Mayukh Ganguly
Mayukh Ganguly

Reputation: 55

Finding difficulty in unit testing a Controller Action method using NUnit

I want to Unit test the method ExecLogin() using NUnit testing framework. But I'm having problem while writing code for the testing because the GenerateInput() method is declared as internal virtual. So, I'm not being able pass the SessionUserId parameter to it which I think is needed. Please guide me how to write the unit test code for ExecLogin(). I'm new to testing.

This is related to ASP.NET MVC3 testing controller actions.

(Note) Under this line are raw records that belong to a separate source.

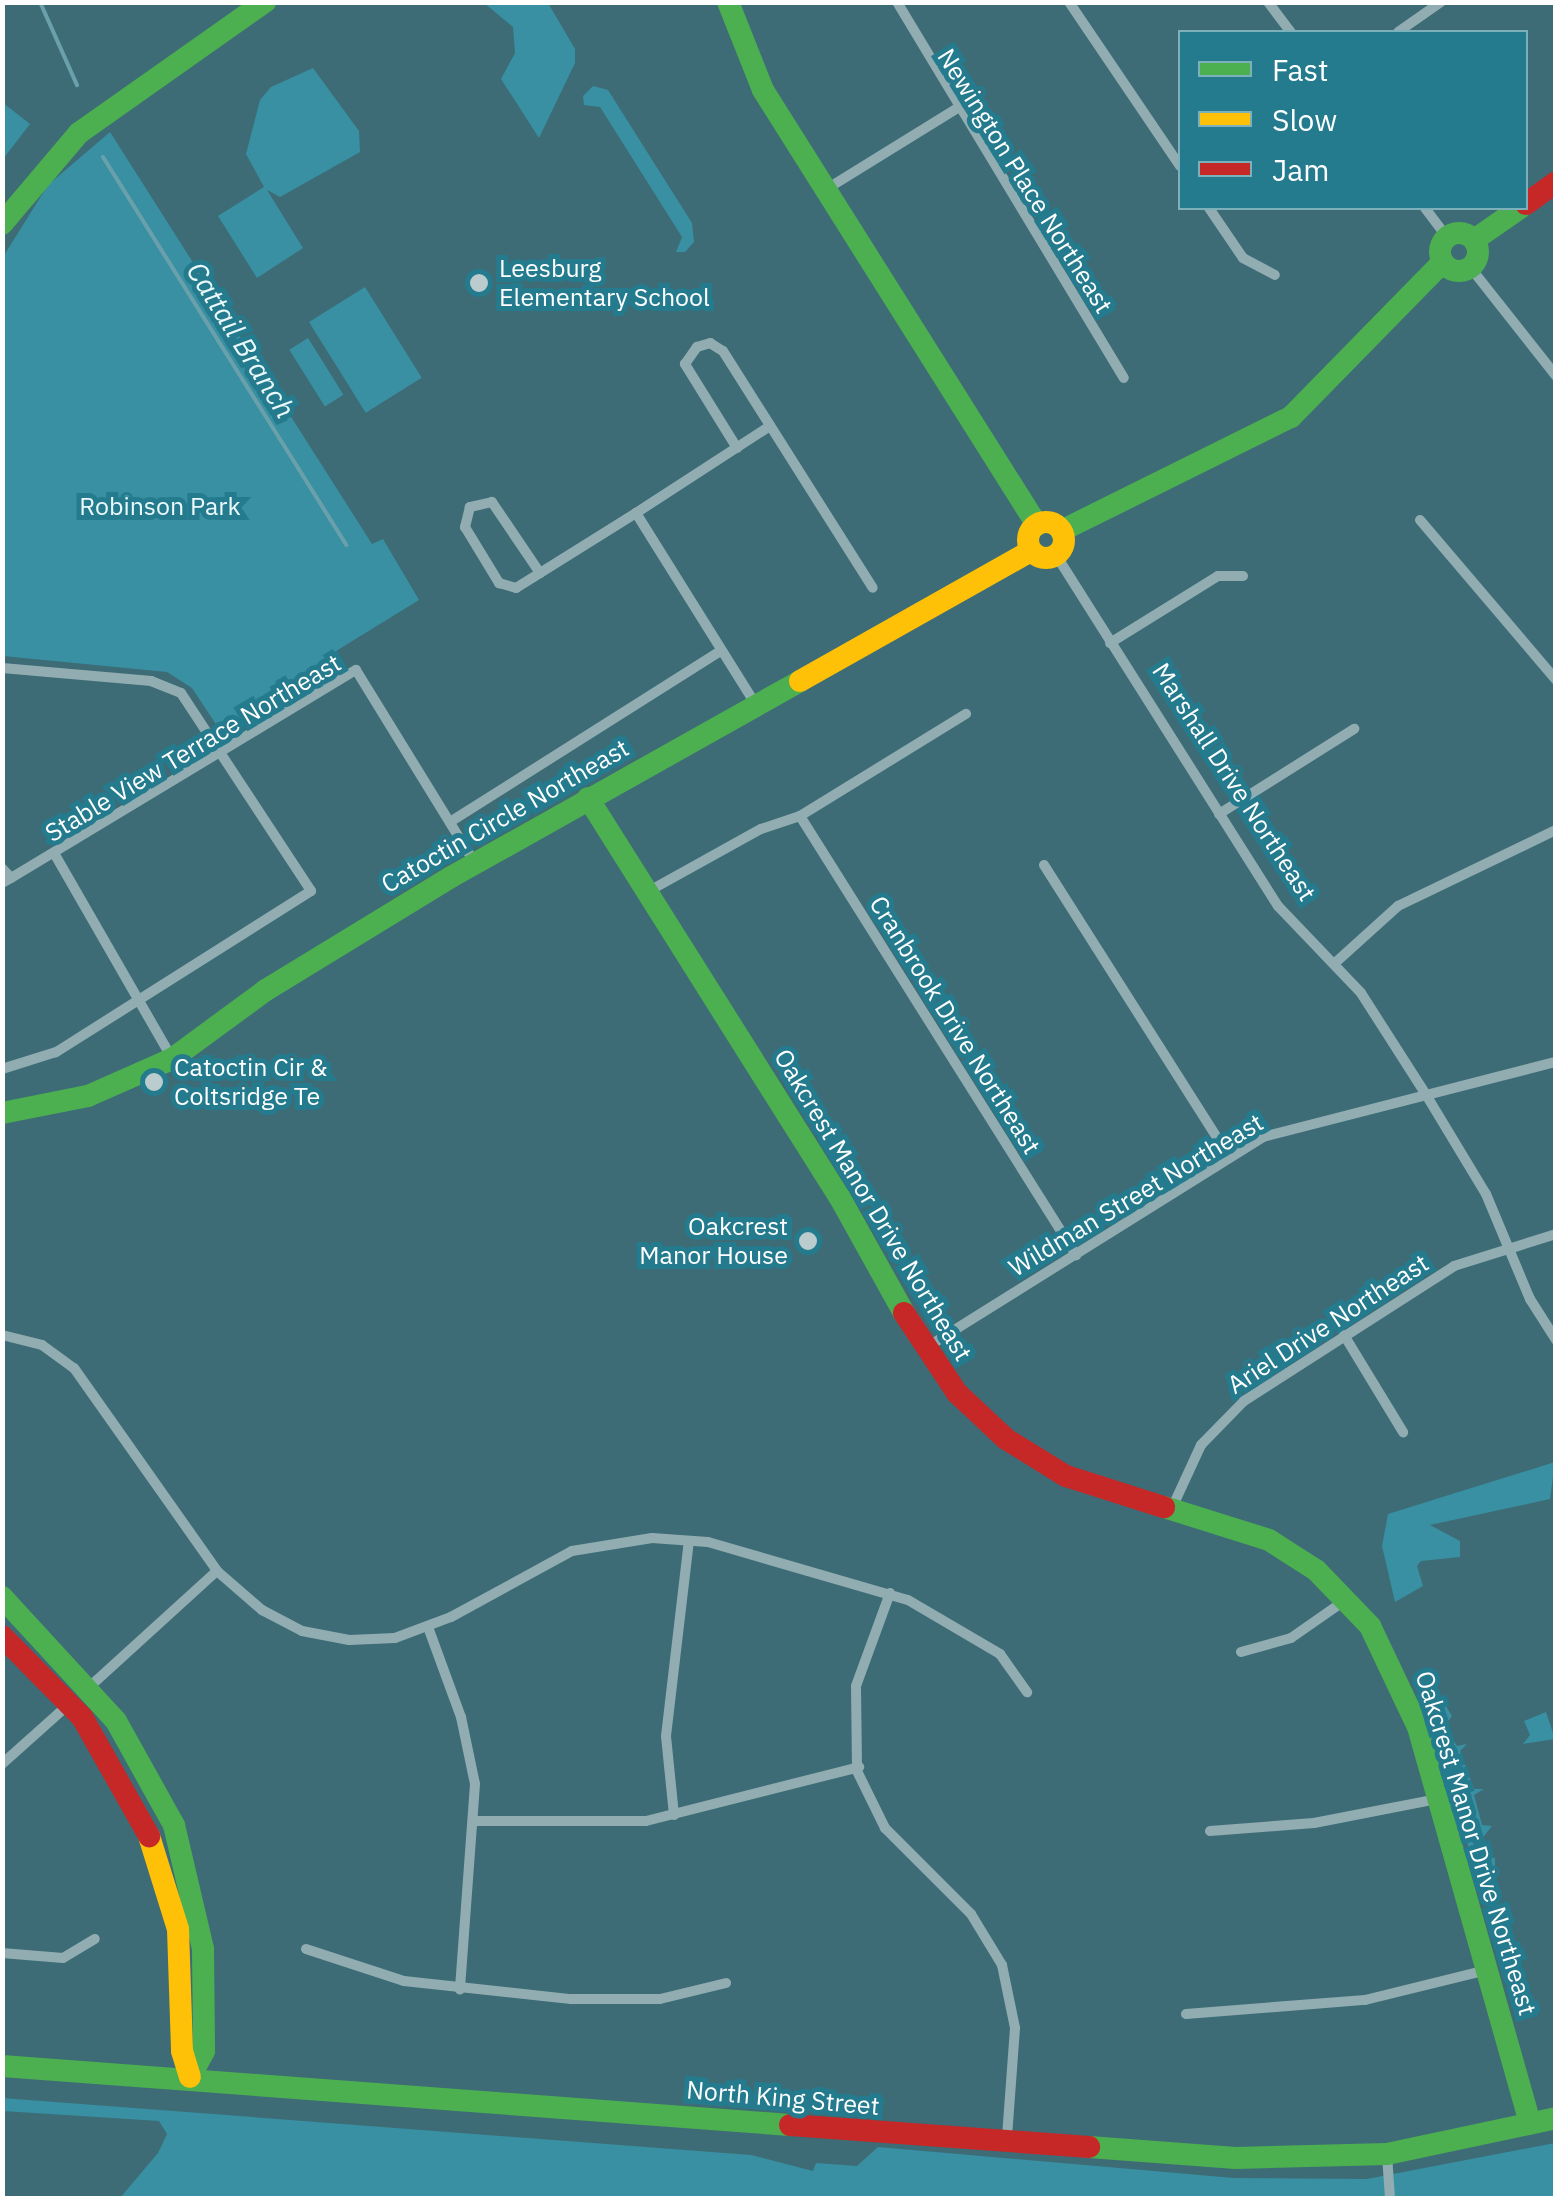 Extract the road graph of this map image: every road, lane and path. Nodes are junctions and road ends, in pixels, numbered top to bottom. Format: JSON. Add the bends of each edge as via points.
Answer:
{"nodes":[{"id":1,"x":265,"y":2,"type":"edge"},
{"id":2,"x":728,"y":2,"type":"edge"},
{"id":3,"x":897,"y":2,"type":"edge"},
{"id":4,"x":1268,"y":2,"type":"edge"},
{"id":5,"x":1441,"y":2,"type":"edge"},
{"id":6,"x":1072,"y":3,"type":"edge"},
{"id":7,"x":1289,"y":30,"type":"edge"},
{"id":8,"x":1401,"y":30,"type":"edge"},
{"id":9,"x":956,"y":108,"type":"junction"},
{"id":10,"x":1178,"y":163,"type":"edge"},
{"id":11,"x":1556,"y":182,"type":"edge"},
{"id":12,"x":825,"y":190,"type":"junction"},
{"id":13,"x":1528,"y":202,"type":"edge"},
{"id":14,"x":1209,"y":210,"type":"edge"},
{"id":15,"x":1427,"y":210,"type":"edge"},
{"id":16,"x":1517,"y":210,"type":"edge"},
{"id":17,"x":2,"y":224,"type":"edge"},
{"id":18,"x":1447,"y":237,"type":"junction"},
{"id":19,"x":1474,"y":240,"type":"junction"},
{"id":20,"x":1443,"y":262,"type":"junction"},
{"id":21,"x":1470,"y":268,"type":"junction"},
{"id":22,"x":1275,"y":275,"type":"dead end"},
{"id":23,"x":1556,"y":376,"type":"edge"},
{"id":24,"x":1124,"y":378,"type":"dead end"},
{"id":25,"x":770,"y":426,"type":"junction"},
{"id":26,"x":736,"y":448,"type":"junction"},
{"id":27,"x":636,"y":513,"type":"junction"},
{"id":28,"x":1420,"y":520,"type":"dead end"},
{"id":29,"x":1037,"y":525,"type":"junction"},
{"id":30,"x":1061,"y":531,"type":"junction"},
{"id":31,"x":1031,"y":550,"type":"junction"},
{"id":32,"x":1056,"y":556,"type":"junction"},
{"id":33,"x":540,"y":573,"type":"junction"},
{"id":34,"x":1243,"y":576,"type":"dead end"},
{"id":35,"x":873,"y":588,"type":"dead end"},
{"id":36,"x":1110,"y":643,"type":"junction"},
{"id":37,"x":721,"y":651,"type":"junction"},
{"id":38,"x":2,"y":668,"type":"edge"},
{"id":39,"x":1556,"y":680,"type":"edge"},
{"id":40,"x":757,"y":708,"type":"junction"},
{"id":41,"x":966,"y":714,"type":"dead end"},
{"id":42,"x":1354,"y":729,"type":"dead end"},
{"id":43,"x":222,"y":751,"type":"junction"},
{"id":44,"x":588,"y":798,"type":"junction"},
{"id":45,"x":1219,"y":814,"type":"junction"},
{"id":46,"x":800,"y":816,"type":"junction"},
{"id":47,"x":450,"y":822,"type":"junction"},
{"id":48,"x":1556,"y":830,"type":"edge"},
{"id":49,"x":54,"y":854,"type":"junction"},
{"id":50,"x":475,"y":862,"type":"junction"},
{"id":51,"x":1044,"y":865,"type":"dead end"},
{"id":52,"x":2,"y":868,"type":"edge"},
{"id":53,"x":7,"y":881,"type":"edge"},
{"id":54,"x":648,"y":892,"type":"junction"},
{"id":55,"x":1334,"y":963,"type":"junction"},
{"id":56,"x":140,"y":1002,"type":"junction"},
{"id":57,"x":172,"y":1059,"type":"junction"},
{"id":58,"x":1556,"y":1062,"type":"edge"},
{"id":59,"x":2,"y":1069,"type":"edge"},
{"id":60,"x":1425,"y":1093,"type":"junction"},
{"id":61,"x":2,"y":1113,"type":"edge"},
{"id":62,"x":1228,"y":1157,"type":"junction"},
{"id":63,"x":1556,"y":1234,"type":"edge"},
{"id":64,"x":1508,"y":1245,"type":"junction"},
{"id":65,"x":1076,"y":1255,"type":"junction"},
{"id":66,"x":2,"y":1335,"type":"edge"},
{"id":67,"x":1344,"y":1335,"type":"junction"},
{"id":68,"x":1556,"y":1340,"type":"edge"},
{"id":69,"x":924,"y":1349,"type":"junction"},
{"id":70,"x":1403,"y":1432,"type":"dead end"},
{"id":71,"x":1172,"y":1508,"type":"junction"},
{"id":72,"x":689,"y":1541,"type":"junction"},
{"id":73,"x":218,"y":1570,"type":"junction"},
{"id":74,"x":890,"y":1593,"type":"junction"},
{"id":75,"x":2,"y":1598,"type":"edge"},
{"id":76,"x":1348,"y":1598,"type":"junction"},
{"id":77,"x":428,"y":1628,"type":"junction"},
{"id":78,"x":2,"y":1636,"type":"edge"},
{"id":79,"x":1241,"y":1652,"type":"dead end"},
{"id":80,"x":88,"y":1688,"type":"junction"},
{"id":81,"x":1027,"y":1692,"type":"dead end"},
{"id":82,"x":69,"y":1704,"type":"junction"},
{"id":83,"x":2,"y":1764,"type":"edge"},
{"id":84,"x":859,"y":1768,"type":"junction"},
{"id":85,"x":1438,"y":1798,"type":"junction"},
{"id":86,"x":674,"y":1816,"type":"junction"},
{"id":87,"x":475,"y":1821,"type":"junction"},
{"id":88,"x":1210,"y":1831,"type":"dead end"},
{"id":89,"x":95,"y":1939,"type":"dead end"},
{"id":90,"x":306,"y":1949,"type":"dead end"},
{"id":91,"x":2,"y":1954,"type":"edge"},
{"id":92,"x":1488,"y":1970,"type":"junction"},
{"id":93,"x":726,"y":1982,"type":"dead end"},
{"id":94,"x":460,"y":1988,"type":"junction"},
{"id":95,"x":1186,"y":2014,"type":"dead end"},
{"id":96,"x":2,"y":2066,"type":"edge"},
{"id":97,"x":190,"y":2077,"type":"junction"},
{"id":98,"x":1556,"y":2118,"type":"edge"},
{"id":99,"x":1530,"y":2124,"type":"junction"},
{"id":100,"x":1007,"y":2144,"type":"junction"},
{"id":101,"x":1387,"y":2154,"type":"junction"},
{"id":102,"x":1390,"y":2198,"type":"edge"}],
"edges":[{"from":1,"to":17,"type":"street","via":[[79,134],[36,175]]},
{"from":2,"to":12,"type":"street","via":[[763,90]]},
{"from":3,"to":9,"type":"street","name":"Newington Place Northeast"},
{"from":4,"to":7,"type":"street"},
{"from":5,"to":8,"type":"street"},
{"from":6,"to":10,"type":"street"},
{"from":9,"to":12,"type":"street"},
{"from":9,"to":24,"type":"street","name":"Newington Place Northeast"},
{"from":11,"to":13,"type":"street"},
{"from":12,"to":29,"type":"street"},
{"from":14,"to":22,"type":"street","via":[[1242,258]]},
{"from":15,"to":18,"type":"street"},
{"from":16,"to":19,"type":"street"},
{"from":18,"to":19,"type":"street","via":[[1461,233]]},
{"from":18,"to":20,"type":"street"},
{"from":19,"to":21,"type":"street","via":[[1478,254]]},
{"from":20,"to":21,"type":"street","via":[[1456,271]]},
{"from":20,"to":30,"type":"street","via":[[1291,417]]},
{"from":21,"to":23,"type":"street"},
{"from":25,"to":26,"type":"street"},
{"from":25,"to":26,"type":"street","via":[[724,351],[710,343],[697,346],[685,364]]},
{"from":25,"to":35,"type":"street"},
{"from":26,"to":27,"type":"street"},
{"from":27,"to":33,"type":"street"},
{"from":27,"to":37,"type":"street"},
{"from":28,"to":39,"type":"street"},
{"from":29,"to":30,"type":"street","via":[[1050,523]]},
{"from":29,"to":31,"type":"street","via":[[1028,536]]},
{"from":30,"to":32,"type":"street","via":[[1063,547]]},
{"from":31,"to":32,"type":"street"},
{"from":31,"to":40,"type":"street","name":"Catoctin Circle Northeast"},
{"from":32,"to":36,"type":"street","name":"Marshall Drive Northeast"},
{"from":33,"to":33,"type":"street","via":[[516,588],[498,582],[466,528],[470,506],[492,502]]},
{"from":34,"to":36,"type":"street","via":[[1218,576]]},
{"from":36,"to":45,"type":"street","name":"Marshall Drive Northeast"},
{"from":37,"to":40,"type":"street"},
{"from":37,"to":47,"type":"street"},
{"from":38,"to":43,"type":"street","via":[[172,687],[190,701]]},
{"from":40,"to":44,"type":"street","name":"Catoctin Circle Northeast"},
{"from":41,"to":46,"type":"street"},
{"from":42,"to":45,"type":"street"},
{"from":43,"to":47,"type":"street","name":"Stable View Terrace Northeast","via":[[356,670]]},
{"from":43,"to":49,"type":"street","name":"Stable View Terrace Northeast"},
{"from":43,"to":56,"type":"street","via":[[311,891]]},
{"from":44,"to":50,"type":"street","name":"Catoctin Circle Northeast"},
{"from":44,"to":54,"type":"street","name":"Oakcrest Manor Drive Northeast"},
{"from":45,"to":55,"type":"street","name":"Marshall Drive Northeast","via":[[1278,906]]},
{"from":46,"to":54,"type":"street","via":[[761,828]]},
{"from":46,"to":65,"type":"street","name":"Cranbrook Drive Northeast"},
{"from":47,"to":50,"type":"street","name":"Stable View Terrace Northeast"},
{"from":48,"to":55,"type":"street","via":[[1398,906]]},
{"from":49,"to":53,"type":"street","name":"Stable View Terrace Northeast"},
{"from":49,"to":56,"type":"street"},
{"from":50,"to":57,"type":"street","name":"Catoctin Circle Northeast","via":[[266,990]]},
{"from":51,"to":62,"type":"street"},
{"from":52,"to":53,"type":"street","name":"Stable View Terrace Northeast"},
{"from":54,"to":69,"type":"street","name":"Oakcrest Manor Drive Northeast","via":[[840,1198]]},
{"from":55,"to":60,"type":"street","name":"Marshall Drive Northeast"},
{"from":56,"to":57,"type":"street"},
{"from":56,"to":59,"type":"street","via":[[36,1062]]},
{"from":57,"to":61,"type":"street","name":"Catoctin Circle Northeast","via":[[88,1096]]},
{"from":58,"to":60,"type":"street","name":"Wildman Street Northeast"},
{"from":60,"to":62,"type":"street","name":"Wildman Street Northeast","via":[[1287,1127]]},
{"from":60,"to":64,"type":"street","name":"Marshall Drive Northeast","via":[[1486,1194]]},
{"from":62,"to":65,"type":"street","name":"Wildman Street Northeast"},
{"from":63,"to":64,"type":"street","name":"Ariel Drive Northeast"},
{"from":64,"to":67,"type":"street","name":"Ariel Drive Northeast","via":[[1454,1266]]},
{"from":64,"to":68,"type":"street","name":"Marshall Drive Northeast"},
{"from":65,"to":69,"type":"street","name":"Wildman Street Northeast"},
{"from":66,"to":73,"type":"street","via":[[42,1345],[74,1368]]},
{"from":67,"to":70,"type":"street"},
{"from":67,"to":71,"type":"street","name":"Ariel Drive Northeast","via":[[1221,1420],[1201,1445]]},
{"from":69,"to":71,"type":"street","name":"Oakcrest Manor Drive Northeast","via":[[979,1416],[1042,1464],[1107,1492]]},
{"from":71,"to":76,"type":"street","name":"Oakcrest Manor Drive Northeast","via":[[1269,1540]]},
{"from":72,"to":74,"type":"street","via":[[741,1549]]},
{"from":72,"to":77,"type":"street","via":[[652,1538],[572,1551]]},
{"from":72,"to":86,"type":"street","via":[[666,1736]]},
{"from":73,"to":77,"type":"street","via":[[262,1610],[324,1637],[374,1640]]},
{"from":73,"to":80,"type":"street"},
{"from":74,"to":81,"type":"street","via":[[1000,1654]]},
{"from":74,"to":84,"type":"street","via":[[856,1686]]},
{"from":75,"to":80,"type":"street"},
{"from":76,"to":79,"type":"street","via":[[1291,1638]]},
{"from":76,"to":85,"type":"street","name":"Oakcrest Manor Drive Northeast","via":[[1397,1672]]},
{"from":77,"to":87,"type":"street","via":[[469,1748]]},
{"from":78,"to":82,"type":"street"},
{"from":80,"to":82,"type":"street"},
{"from":80,"to":97,"type":"street","via":[[160,1793],[199,1911],[204,2051]]},
{"from":82,"to":83,"type":"street"},
{"from":82,"to":97,"type":"street","via":[[116,1765],[162,1864],[178,1929],[182,2051]]},
{"from":84,"to":86,"type":"street"},
{"from":84,"to":100,"type":"street","via":[[885,1828],[971,1914],[1002,1965],[1015,2028]]},
{"from":85,"to":88,"type":"street","via":[[1314,1823]]},
{"from":85,"to":92,"type":"street","name":"Oakcrest Manor Drive Northeast"},
{"from":86,"to":87,"type":"street","via":[[592,1825]]},
{"from":87,"to":94,"type":"street"},
{"from":89,"to":91,"type":"street","via":[[63,1958]]},
{"from":90,"to":94,"type":"street","via":[[382,1976]]},
{"from":92,"to":95,"type":"street","via":[[1351,2002]]},
{"from":92,"to":99,"type":"street","name":"Oakcrest Manor Drive Northeast"},
{"from":93,"to":94,"type":"street","via":[[628,2001]]},
{"from":96,"to":97,"type":"street","name":"North King Street"},
{"from":97,"to":100,"type":"street","name":"North King Street"},
{"from":98,"to":99,"type":"street","name":"North King Street"},
{"from":99,"to":101,"type":"street","name":"North King Street"},
{"from":100,"to":101,"type":"street","name":"North King Street","via":[[1236,2158]]},
{"from":101,"to":102,"type":"street"}]}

    public class BaseController : Controller
    {
        public string SessionUserId
        {
            get { return Session["UserId"] as string; }
            set { Session["UserId"] = value; }
        }

        internal virtual SomeType GenerateInput(SomeType inputData)
        {
             var finalInput = new StringBuilder(600);

             finalInput.Append("<Root>")
             .Append("<UserId>")
             .Append(SessionUserId)
             .Append("</UserId>")
             .Append("<IPAddress>")
             .Append(this.GetClientIpAddress())
             .Append("</IPAddress>")
             .Append(inputData.InputValue)
             .Append("</Root>");

             inputData.InputValue = finalInput.ToString();
             return inputData;
        }
    }

    public class LoginController : BaseController
    {
        [HttpPost]
        public JsonResult ExecLogin(JsonRequest<LoginModel> request)
        {
            var loginObj = request.InputObject;

            var login = new StringBuilder(300);
            login.Append("<UserName>").Append(loginObj.UserName).Append("</UserName>")
                .Append("<Password>").Append(EncodingHelper.GetHashedPassword(loginObj.Password)).Append("</Password>")
                .Append("<RememberMe>").Append(loginObj.RememberMe).Append("</RememberMe>")
                ;
        var input = new SomeType { Operation = request.Operation, PageName = ActionName, InputValue = login.ToString() };

        var returnValue = SomeDelegate.Instance.ExecuteOperation(GenerateInput(input));
        return Json(new JsonResponse<string> { Status = returnValue.Status, Result = this.PopulateSession(returnValue) });
        }
    }

This is our model classes:

   public class LoginModel
   {
       public string UserId { get; set; }
       public string UserName { get; set; }
       public string Password { get; set; }
       public bool RememberMe { get; set; }
       public bool IsValidUser { get; set; }
   }

   public class JsonRequest<T>
   where T : class
   {
       public string Operation { get; set; }
       public T InputObject { get; set; }
   }

While learning Dependency Injection pattern I came to know that use of concrete classes makes code more tightly coupled. And the more tightly coupled the code the harder it becomes to test. Is this why I'm not being able to test it properly? Please help.

Upvotes: 2

Views: 604

Answers (1)

AlSki
AlSki

Reputation: 6961

This is actually part of a common pattern, how to provide additional hook points for testing without disturbing the interface that is publicly available, and fortunately internal is your friend here.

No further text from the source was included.